• [Data in this exercise]:

----------

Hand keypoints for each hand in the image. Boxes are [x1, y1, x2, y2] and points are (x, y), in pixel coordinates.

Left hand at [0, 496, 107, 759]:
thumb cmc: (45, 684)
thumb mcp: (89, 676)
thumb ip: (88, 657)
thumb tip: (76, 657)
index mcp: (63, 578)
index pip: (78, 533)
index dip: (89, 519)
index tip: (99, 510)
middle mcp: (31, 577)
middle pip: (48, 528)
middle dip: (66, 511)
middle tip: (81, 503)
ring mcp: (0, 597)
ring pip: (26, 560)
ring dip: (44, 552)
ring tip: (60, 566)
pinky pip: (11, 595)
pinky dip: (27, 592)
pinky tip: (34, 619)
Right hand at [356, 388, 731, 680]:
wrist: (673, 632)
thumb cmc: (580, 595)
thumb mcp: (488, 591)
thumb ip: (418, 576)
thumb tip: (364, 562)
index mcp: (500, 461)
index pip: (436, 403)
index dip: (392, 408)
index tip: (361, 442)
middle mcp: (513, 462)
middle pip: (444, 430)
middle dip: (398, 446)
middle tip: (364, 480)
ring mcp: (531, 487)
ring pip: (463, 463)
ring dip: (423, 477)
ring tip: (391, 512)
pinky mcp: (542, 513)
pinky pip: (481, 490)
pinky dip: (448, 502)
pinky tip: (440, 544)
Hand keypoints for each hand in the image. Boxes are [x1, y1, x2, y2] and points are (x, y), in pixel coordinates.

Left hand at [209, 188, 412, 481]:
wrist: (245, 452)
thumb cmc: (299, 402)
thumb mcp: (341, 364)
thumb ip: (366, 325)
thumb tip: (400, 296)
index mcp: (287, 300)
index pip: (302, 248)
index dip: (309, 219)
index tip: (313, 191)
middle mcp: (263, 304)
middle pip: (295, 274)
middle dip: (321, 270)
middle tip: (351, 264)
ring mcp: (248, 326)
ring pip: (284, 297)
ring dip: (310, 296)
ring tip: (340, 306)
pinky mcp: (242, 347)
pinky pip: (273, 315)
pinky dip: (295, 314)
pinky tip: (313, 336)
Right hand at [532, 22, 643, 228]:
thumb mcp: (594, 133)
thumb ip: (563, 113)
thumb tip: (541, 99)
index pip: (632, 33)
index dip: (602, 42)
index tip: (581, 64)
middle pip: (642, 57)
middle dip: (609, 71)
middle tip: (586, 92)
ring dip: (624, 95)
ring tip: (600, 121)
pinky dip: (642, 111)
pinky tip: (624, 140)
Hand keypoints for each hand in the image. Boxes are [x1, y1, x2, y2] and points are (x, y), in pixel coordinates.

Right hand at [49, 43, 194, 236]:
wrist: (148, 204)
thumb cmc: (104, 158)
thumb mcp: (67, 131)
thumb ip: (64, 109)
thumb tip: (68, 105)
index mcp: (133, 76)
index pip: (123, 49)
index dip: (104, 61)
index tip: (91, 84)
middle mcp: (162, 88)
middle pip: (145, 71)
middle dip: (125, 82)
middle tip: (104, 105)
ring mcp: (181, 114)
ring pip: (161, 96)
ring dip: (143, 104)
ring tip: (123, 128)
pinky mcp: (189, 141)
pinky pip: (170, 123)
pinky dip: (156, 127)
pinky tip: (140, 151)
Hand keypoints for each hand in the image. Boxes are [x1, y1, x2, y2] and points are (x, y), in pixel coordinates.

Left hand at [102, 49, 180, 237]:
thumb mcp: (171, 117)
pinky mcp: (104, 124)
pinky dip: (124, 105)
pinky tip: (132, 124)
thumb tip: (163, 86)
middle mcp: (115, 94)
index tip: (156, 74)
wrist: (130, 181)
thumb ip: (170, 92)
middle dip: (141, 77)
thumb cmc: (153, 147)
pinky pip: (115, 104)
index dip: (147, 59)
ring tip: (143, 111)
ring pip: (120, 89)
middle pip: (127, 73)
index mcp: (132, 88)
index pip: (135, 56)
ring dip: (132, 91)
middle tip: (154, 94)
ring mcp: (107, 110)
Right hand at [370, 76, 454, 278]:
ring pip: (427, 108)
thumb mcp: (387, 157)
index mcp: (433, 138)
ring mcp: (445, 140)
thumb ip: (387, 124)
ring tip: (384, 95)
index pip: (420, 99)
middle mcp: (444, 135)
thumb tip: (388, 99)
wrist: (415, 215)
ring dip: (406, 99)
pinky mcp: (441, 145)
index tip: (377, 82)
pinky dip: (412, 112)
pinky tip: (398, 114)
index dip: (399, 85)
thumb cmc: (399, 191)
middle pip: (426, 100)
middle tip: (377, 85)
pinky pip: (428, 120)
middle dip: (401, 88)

----------

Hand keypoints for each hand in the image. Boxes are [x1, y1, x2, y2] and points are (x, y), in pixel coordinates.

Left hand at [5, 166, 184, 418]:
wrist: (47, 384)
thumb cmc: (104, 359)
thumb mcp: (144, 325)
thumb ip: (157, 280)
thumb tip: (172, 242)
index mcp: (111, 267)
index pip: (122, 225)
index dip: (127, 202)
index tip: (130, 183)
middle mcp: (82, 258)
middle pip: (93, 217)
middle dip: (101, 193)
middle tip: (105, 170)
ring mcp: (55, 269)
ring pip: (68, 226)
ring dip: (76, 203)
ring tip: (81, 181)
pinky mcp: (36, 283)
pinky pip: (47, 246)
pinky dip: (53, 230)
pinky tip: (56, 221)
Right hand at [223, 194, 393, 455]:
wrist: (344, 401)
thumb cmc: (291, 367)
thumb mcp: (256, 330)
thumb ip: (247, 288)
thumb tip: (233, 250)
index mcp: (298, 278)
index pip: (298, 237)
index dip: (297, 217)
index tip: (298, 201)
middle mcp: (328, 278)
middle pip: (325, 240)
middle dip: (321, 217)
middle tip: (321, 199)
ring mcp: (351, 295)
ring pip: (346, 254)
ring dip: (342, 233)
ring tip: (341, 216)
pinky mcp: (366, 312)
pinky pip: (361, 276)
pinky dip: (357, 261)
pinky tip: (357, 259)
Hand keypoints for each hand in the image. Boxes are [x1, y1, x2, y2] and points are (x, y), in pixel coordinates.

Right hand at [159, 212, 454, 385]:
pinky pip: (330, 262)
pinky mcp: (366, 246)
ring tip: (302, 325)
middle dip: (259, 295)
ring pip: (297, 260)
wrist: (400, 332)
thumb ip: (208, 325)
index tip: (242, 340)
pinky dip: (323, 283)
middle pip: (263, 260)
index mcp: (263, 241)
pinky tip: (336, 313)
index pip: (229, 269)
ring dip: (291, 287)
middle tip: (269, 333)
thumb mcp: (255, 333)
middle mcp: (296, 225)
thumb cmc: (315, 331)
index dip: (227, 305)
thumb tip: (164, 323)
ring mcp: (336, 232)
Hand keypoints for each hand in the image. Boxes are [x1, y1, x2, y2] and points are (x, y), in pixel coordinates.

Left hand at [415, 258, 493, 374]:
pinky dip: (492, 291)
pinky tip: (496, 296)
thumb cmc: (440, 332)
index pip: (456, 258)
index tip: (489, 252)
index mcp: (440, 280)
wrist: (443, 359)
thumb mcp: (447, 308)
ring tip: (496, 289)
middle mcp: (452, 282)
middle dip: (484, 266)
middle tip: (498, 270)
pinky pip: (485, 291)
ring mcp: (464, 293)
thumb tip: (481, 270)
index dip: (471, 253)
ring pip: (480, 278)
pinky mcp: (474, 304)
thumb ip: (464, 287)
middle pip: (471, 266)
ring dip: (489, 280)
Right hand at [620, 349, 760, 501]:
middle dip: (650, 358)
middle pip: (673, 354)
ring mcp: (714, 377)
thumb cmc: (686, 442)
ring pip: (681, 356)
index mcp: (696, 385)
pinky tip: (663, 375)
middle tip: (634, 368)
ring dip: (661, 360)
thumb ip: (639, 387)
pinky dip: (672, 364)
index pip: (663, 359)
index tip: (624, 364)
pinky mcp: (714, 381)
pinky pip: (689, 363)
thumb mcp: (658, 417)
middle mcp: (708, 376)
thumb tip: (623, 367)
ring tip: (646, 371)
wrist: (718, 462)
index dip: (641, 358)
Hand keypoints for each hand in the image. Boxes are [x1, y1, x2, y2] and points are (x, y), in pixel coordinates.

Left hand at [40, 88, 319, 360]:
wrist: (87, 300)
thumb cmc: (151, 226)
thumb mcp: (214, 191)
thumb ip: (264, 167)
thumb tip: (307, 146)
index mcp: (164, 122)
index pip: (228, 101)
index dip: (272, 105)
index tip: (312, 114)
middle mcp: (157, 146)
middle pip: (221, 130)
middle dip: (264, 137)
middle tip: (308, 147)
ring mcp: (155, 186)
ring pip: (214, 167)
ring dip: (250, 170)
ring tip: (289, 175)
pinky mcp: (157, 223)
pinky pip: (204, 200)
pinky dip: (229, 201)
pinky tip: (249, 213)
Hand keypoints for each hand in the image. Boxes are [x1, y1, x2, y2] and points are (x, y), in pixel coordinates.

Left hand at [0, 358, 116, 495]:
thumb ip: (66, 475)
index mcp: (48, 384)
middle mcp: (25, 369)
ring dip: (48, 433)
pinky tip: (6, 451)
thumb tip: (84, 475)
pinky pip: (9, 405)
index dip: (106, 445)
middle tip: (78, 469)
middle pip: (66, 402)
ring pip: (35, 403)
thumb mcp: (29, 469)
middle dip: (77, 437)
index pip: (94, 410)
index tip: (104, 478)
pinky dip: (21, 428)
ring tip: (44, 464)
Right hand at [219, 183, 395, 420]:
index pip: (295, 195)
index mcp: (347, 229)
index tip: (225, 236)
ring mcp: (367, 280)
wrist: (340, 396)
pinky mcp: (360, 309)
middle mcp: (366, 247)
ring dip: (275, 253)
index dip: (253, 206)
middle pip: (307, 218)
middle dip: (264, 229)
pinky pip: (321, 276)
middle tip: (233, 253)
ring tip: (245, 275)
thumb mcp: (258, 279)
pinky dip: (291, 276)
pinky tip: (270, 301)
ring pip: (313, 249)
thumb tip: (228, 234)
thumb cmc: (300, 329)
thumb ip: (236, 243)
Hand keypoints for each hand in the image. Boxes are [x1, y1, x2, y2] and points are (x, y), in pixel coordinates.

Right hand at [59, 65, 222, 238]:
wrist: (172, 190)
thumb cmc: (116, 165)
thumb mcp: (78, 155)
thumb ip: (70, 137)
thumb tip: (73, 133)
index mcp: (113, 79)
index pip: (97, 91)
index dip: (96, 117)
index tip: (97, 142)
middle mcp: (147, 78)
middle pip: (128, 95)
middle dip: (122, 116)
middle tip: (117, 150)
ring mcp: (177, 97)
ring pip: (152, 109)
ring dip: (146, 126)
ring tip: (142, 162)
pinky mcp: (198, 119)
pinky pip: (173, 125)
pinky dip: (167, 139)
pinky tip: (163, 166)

----------

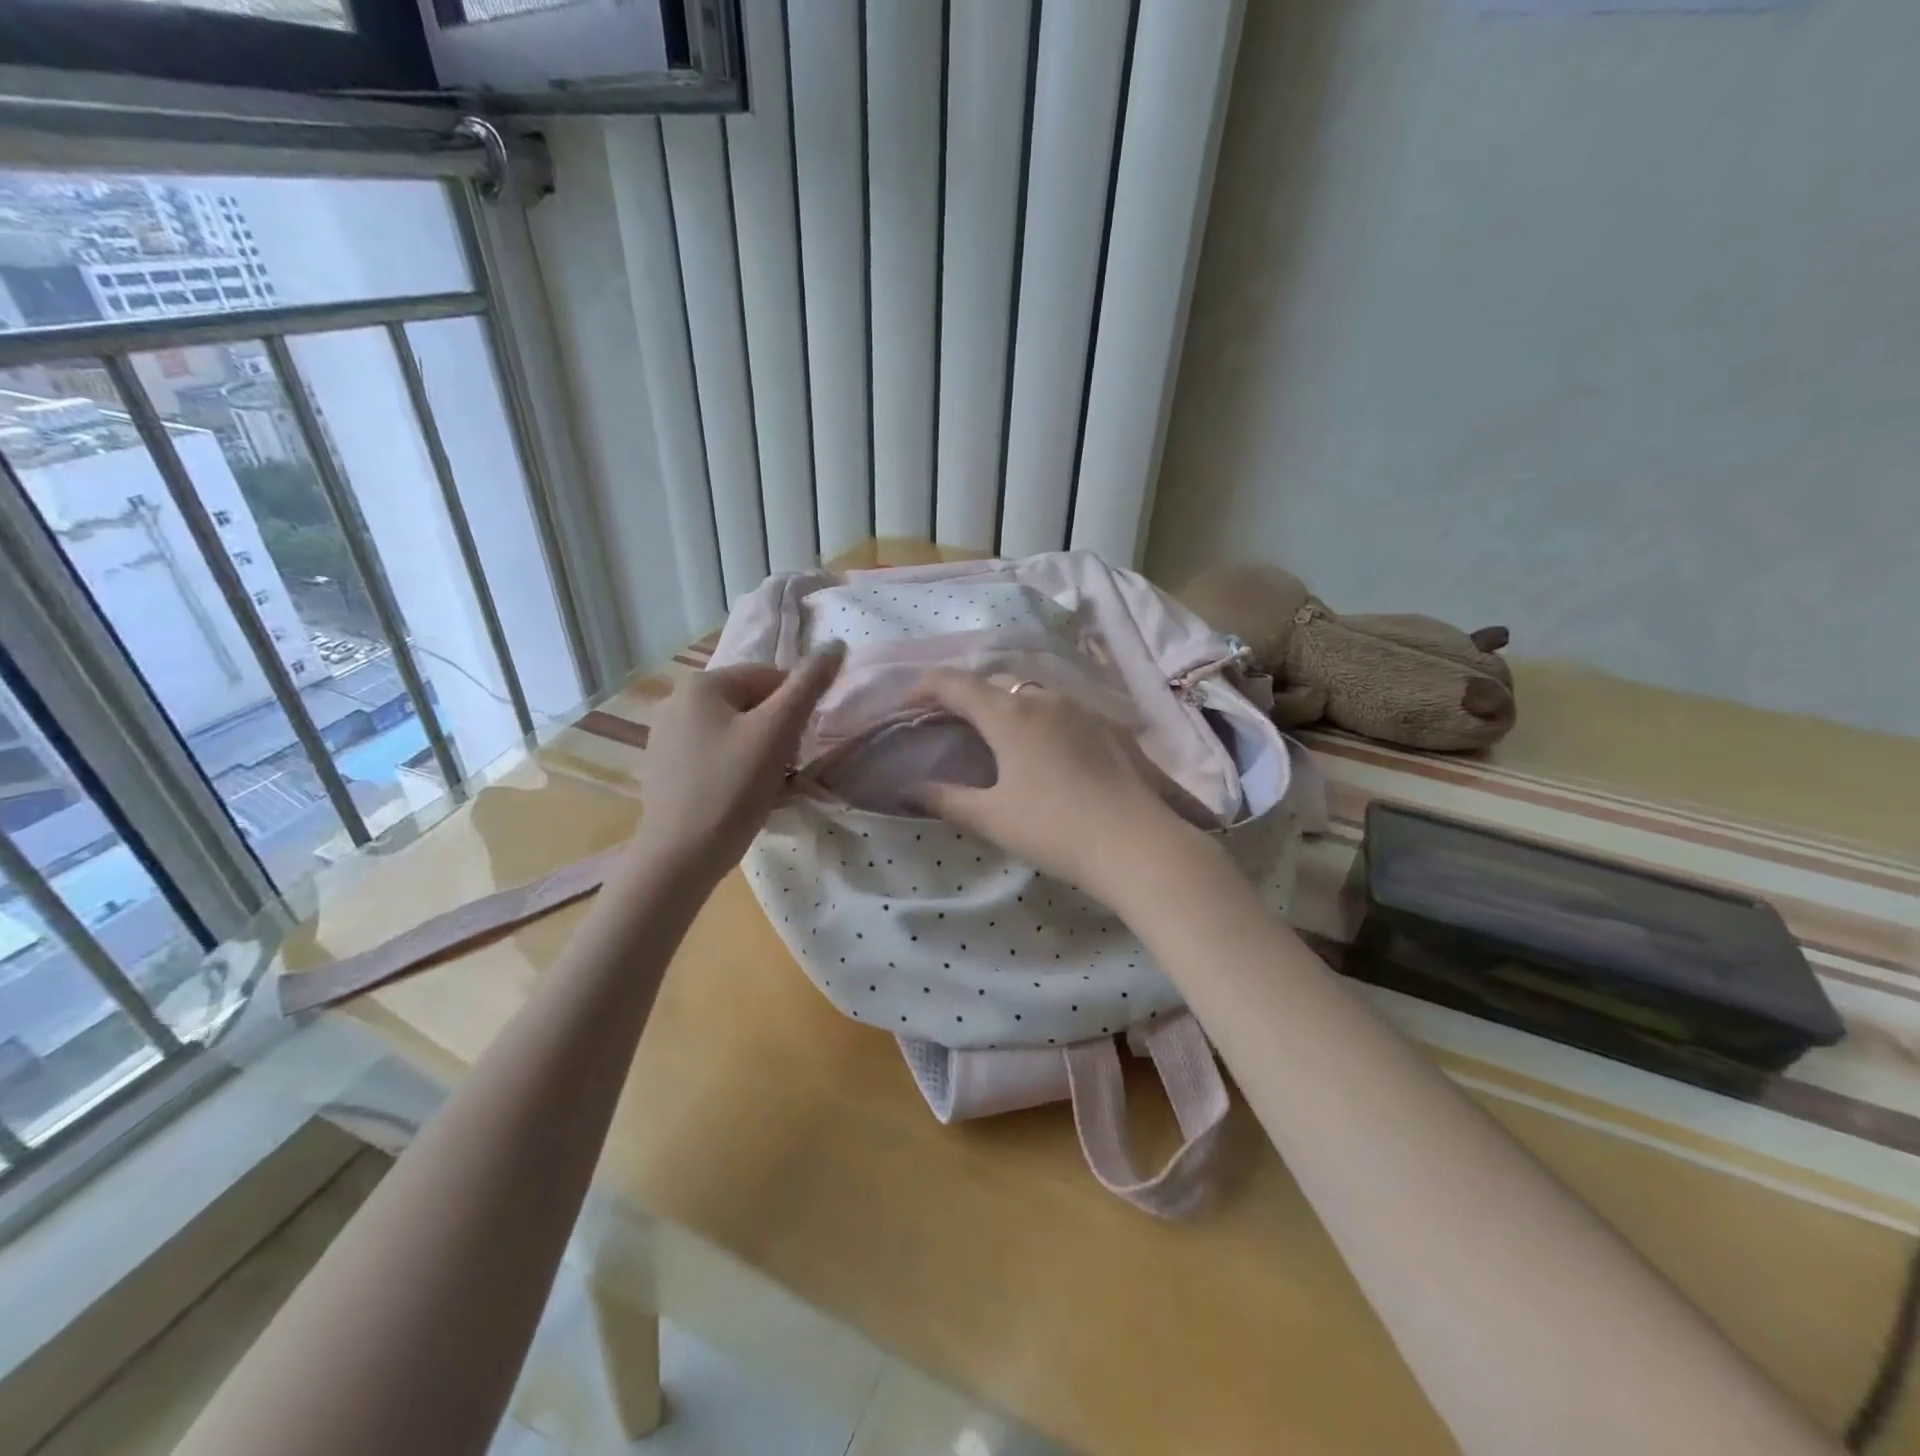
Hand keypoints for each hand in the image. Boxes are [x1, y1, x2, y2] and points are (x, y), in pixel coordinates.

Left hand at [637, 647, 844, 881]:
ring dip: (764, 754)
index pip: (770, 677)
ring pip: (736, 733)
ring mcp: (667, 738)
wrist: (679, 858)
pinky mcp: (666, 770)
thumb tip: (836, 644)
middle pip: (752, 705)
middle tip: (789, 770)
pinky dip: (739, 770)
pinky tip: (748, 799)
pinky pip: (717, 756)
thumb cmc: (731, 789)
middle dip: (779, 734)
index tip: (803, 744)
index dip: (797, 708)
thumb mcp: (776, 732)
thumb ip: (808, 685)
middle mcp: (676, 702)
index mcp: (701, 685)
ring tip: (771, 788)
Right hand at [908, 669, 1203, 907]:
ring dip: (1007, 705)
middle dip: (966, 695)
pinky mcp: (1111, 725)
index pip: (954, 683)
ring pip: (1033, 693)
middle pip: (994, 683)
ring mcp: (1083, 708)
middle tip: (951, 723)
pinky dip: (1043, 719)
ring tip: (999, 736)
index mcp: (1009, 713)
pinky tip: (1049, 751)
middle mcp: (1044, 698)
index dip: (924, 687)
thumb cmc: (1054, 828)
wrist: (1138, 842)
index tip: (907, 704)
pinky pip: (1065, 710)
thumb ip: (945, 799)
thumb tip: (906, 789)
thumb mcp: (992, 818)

----------

• [Work order]: Lines wanted from the listing above: the line with "middle dip: (609, 71)" up to and including the line with "index tip: (156, 74)". Please write them out exactly, adding nothing else.

• [Expected output]:
middle dip: (609, 71)
middle tip: (586, 92)
ring dip: (624, 95)
ring tip: (600, 121)
pinky dip: (642, 111)
pinky tip: (624, 140)
Hand keypoints for each hand in the image. Boxes are [x1, y1, x2, y2] and points are (x, y), in pixel coordinates.

Right hand at [49, 43, 194, 236]:
wrist: (148, 204)
thumb cmc: (104, 158)
thumb mcp: (67, 131)
thumb ip: (64, 109)
thumb tip: (68, 105)
index mcp: (133, 76)
index pip: (123, 49)
index dip: (104, 61)
index tip: (91, 84)
middle mcp: (162, 88)
middle pip: (145, 71)
middle dip: (125, 82)
middle tip: (104, 105)
ring mcp: (181, 114)
ring pip: (161, 96)
ring dip: (143, 104)
ring tip: (123, 128)
pinky mcp: (189, 141)
pinky pip: (170, 123)
pinky dip: (156, 127)
pinky tip: (140, 151)
Hand keypoints for each hand in the image. Boxes are [x1, y1, x2, y2] and points are (x, y), in pixel coordinates.

Left hand at [102, 49, 180, 237]:
thumb mcp: (171, 117)
pinky mcp: (104, 124)
pinky dip: (124, 105)
pinky tip: (132, 124)
thumb tip: (163, 86)
middle mcp: (115, 94)
index tip: (156, 74)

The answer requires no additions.